● **What is required**
Collect each line of the entries that holds the string "الطريق".

[Collected data entries]
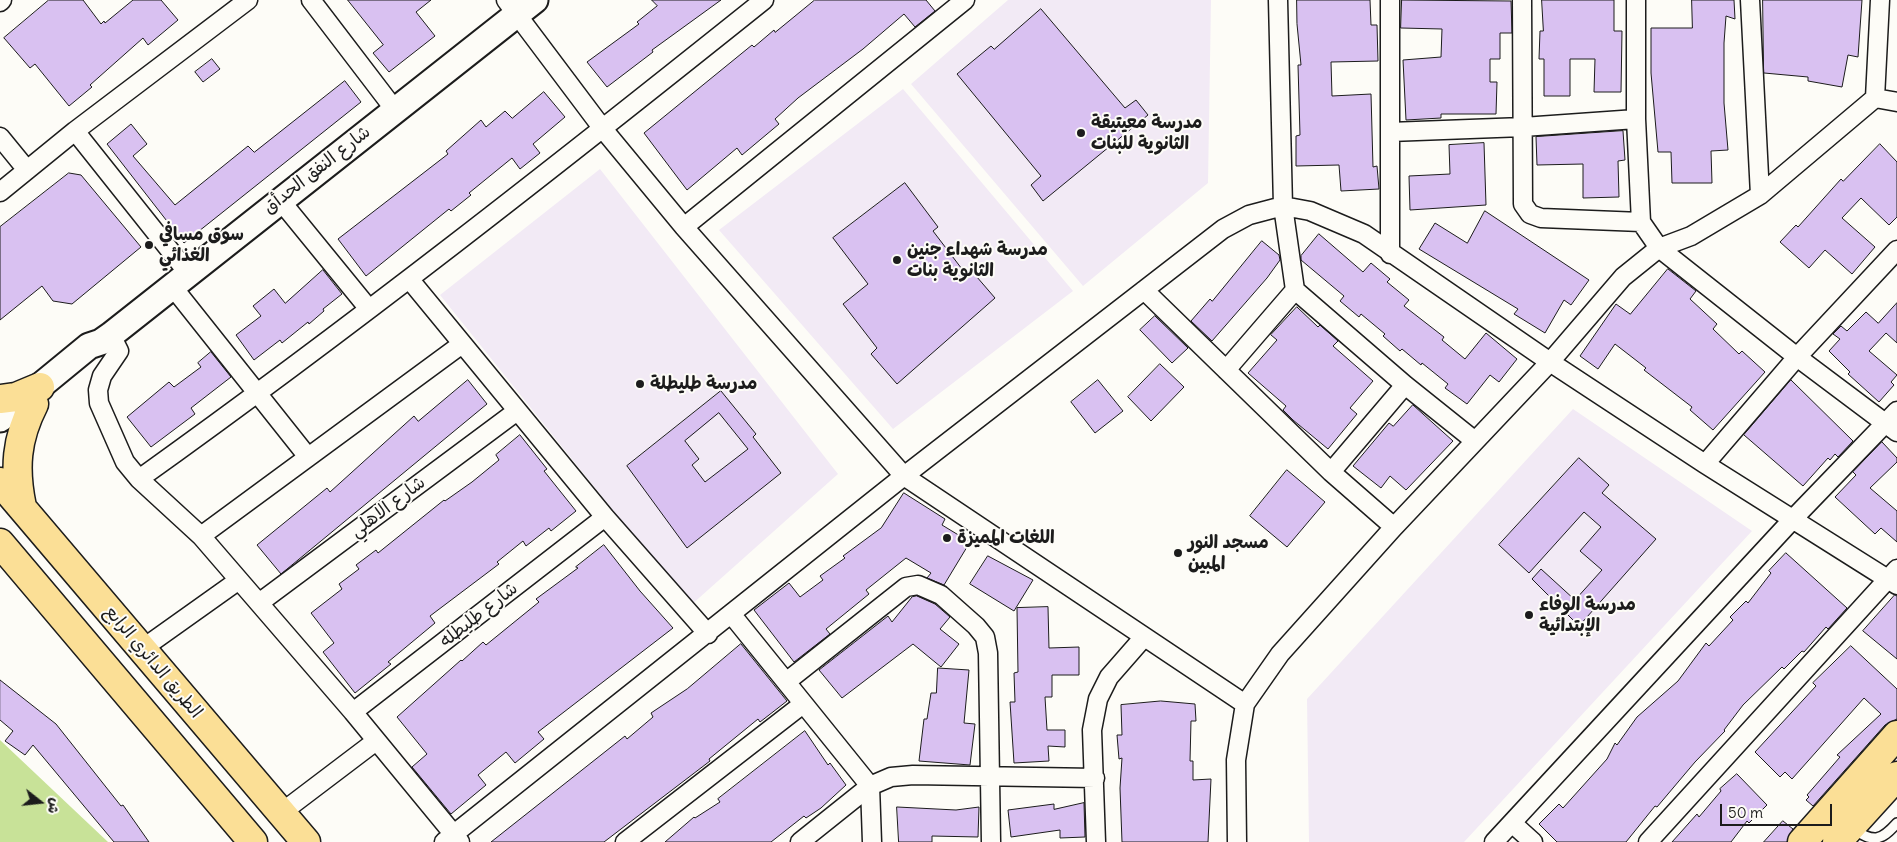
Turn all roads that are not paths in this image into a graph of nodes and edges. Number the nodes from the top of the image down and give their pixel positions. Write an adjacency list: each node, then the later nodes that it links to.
1 (248, 0): 18 (street)
2 (311, 0): 14 (street)
3 (764, 0): 17 (street)
4 (965, 0): 27 (street)
5 (1278, 0): 25 (street)
6 (1390, 0): 19 (street)
7 (1522, 0): 16 (street)
8 (1636, 0): 15 (street)
9 (1750, 0): 23 (street)
10 (1880, 0): 12 (street)
11 (519, 5): 14 (main road, شارع النفق الحدأق); 17 (street)
12 (1875, 98): 13 (street); 23 (street)
13 (1897, 102)
14 (394, 110): 24 (main road, شارع النفق الحدأق)
15 (1636, 119): 16 (street); 26 (street)
16 (1523, 127): 19 (street); 26 (street)
17 (603, 129): 27 (street); 32 (street)
18 (75, 131): 21 (street); 31 (street)
19 (1390, 132): 30 (street)
20 (0, 137): 21 (street)
21 (27, 170): 22 (street)
22 (0, 192)
23 (1760, 195): 28 (street)
24 (280, 200): 31 (main road, شارع النفق الحدأق); 35 (street)
25 (1283, 206): 30 (street); 33 (street); 34 (street)
26 (1641, 222): 28 (street)
27 (684, 226): 53 (street)
28 (1659, 248): 38 (street); 39 (street)
29 (1897, 250): 38 (street)
30 (1390, 254): 39 (street)
31 (180, 280): 36 (main road, شارع النفق الحدأق); 42 (street)
32 (410, 280): 35 (street); 37 (street)
33 (1144, 290): 40 (street); 53 (street)
34 (1295, 290): 40 (street); 41 (street)
35 (369, 309): 42 (street)
36 (106, 338): 43 (main road, شارع النفق الحدأق); 54 (street)
37 (462, 344): 45 (street); 50 (street)
38 (1797, 357): 47 (street); 51 (street)
39 (1550, 362): 49 (street); 51 (street)
40 (1226, 370): 52 (street)
41 (1405, 385): 49 (street); 52 (street)
42 (259, 393): 50 (street); 54 (street)
43 (37, 395): 44 (main road); 46 (main road, شارع النفق الحدأق); 48 (main road, شارع النفق الحدأق); 56 (main road)
44 (0, 399)
45 (518, 411): 57 (street); 64 (street, شارع الاهلي)
46 (0, 419)
47 (1893, 422): 58 (street)
48 (0, 431)
49 (1475, 441): 59 (street)
50 (308, 457): 60 (street)
51 (1705, 464): 58 (street)
52 (1331, 472): 59 (street)
53 (904, 476): 65 (street); 67 (street)
54 (139, 479): 60 (street)
55 (0, 482): 56 (main road, الطريق الدائري الرابع)
56 (22, 509): 68 (main road, الطريق الدائري الرابع)
57 (605, 517): 66 (street); 72 (street, شارع طليطله)
58 (1792, 520): 62 (street); 80 (street)
59 (1394, 527): 71 (street)
60 (200, 536): 63 (street)
61 (0, 543): 84 (main road)
62 (1894, 577): 94 (street)
63 (238, 580): 64 (street); 68 (street)
64 (259, 603): 72 (street)
65 (732, 614): 66 (street); 69 (street)
66 (708, 634): 83 (street)
67 (1144, 637): 71 (street); 77 (street)
68 (142, 649): 79 (main road, الطريق الدائري الرابع)
69 (786, 682): 70 (street); 75 (street)
70 (803, 704): 78 (street); 86 (street)
71 (1245, 704): 91 (street)
72 (353, 712): 74 (street)
73 (1897, 735): 95 (main road)
74 (376, 741): 79 (street); 83 (street)
75 (992, 776): 77 (street); 78 (street); 89 (street)
76 (1897, 776): 82 (main road)
77 (1095, 778): 90 (street)
78 (870, 786): 87 (street); 88 (street)
79 (281, 813): 85 (main road, الطريق الدائري الرابع)
80 (1512, 823): 92 (street); 93 (street)
81 (1897, 823): 82 (lane)
82 (1843, 835)
83 (453, 839)
84 (253, 842)
85 (306, 842)
86 (625, 842)
87 (800, 842)
88 (872, 842)
89 (991, 842)
90 (1096, 842)
91 (1237, 842)
92 (1494, 842)
93 (1533, 842)
94 (1648, 842)
95 (1802, 842)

● **Written reply**
55 (0, 482): 56 (main road, الطريق الدائري الرابع)
56 (22, 509): 68 (main road, الطريق الدائري الرابع)
68 (142, 649): 79 (main road, الطريق الدائري الرابع)
79 (281, 813): 85 (main road, الطريق الدائري الرابع)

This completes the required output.